▶ [PROBLEM TO SOLVE] Pull each line holding the word "dead" from the data.

▶ [RECORD SET]
⟨

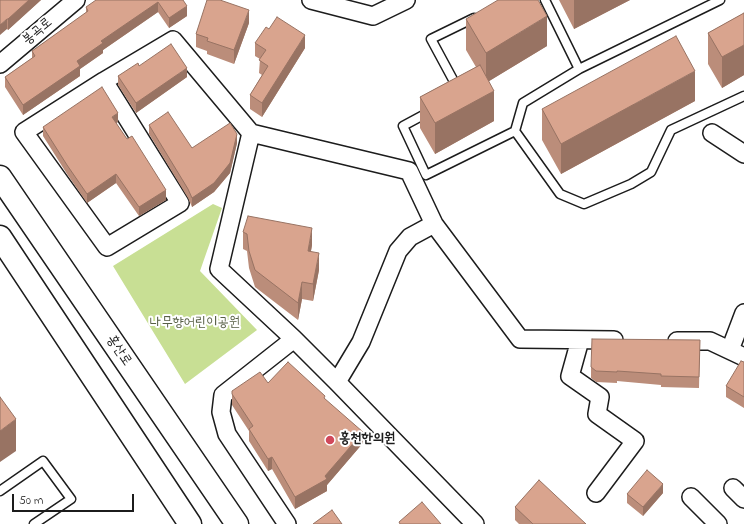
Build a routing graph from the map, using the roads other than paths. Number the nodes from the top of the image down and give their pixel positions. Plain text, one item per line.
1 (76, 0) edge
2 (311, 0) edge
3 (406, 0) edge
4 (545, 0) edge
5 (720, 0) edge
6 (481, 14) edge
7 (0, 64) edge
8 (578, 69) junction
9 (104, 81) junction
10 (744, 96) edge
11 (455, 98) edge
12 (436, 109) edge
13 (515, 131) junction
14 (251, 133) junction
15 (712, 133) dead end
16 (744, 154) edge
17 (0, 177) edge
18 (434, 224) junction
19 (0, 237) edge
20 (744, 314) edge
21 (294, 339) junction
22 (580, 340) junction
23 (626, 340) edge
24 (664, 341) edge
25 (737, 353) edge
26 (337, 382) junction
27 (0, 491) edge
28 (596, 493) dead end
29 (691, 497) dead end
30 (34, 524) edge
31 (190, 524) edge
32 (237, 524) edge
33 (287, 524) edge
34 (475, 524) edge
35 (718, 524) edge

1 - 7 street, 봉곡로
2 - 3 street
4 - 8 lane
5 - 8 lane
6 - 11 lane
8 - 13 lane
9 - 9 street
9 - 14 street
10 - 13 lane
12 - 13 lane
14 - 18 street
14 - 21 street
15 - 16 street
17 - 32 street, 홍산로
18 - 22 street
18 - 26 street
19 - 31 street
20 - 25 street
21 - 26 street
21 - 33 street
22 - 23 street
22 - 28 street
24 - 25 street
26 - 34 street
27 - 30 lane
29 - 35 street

⟩

▶ [REPLY TO THE TASK]
15 (712, 133) dead end
28 (596, 493) dead end
29 (691, 497) dead end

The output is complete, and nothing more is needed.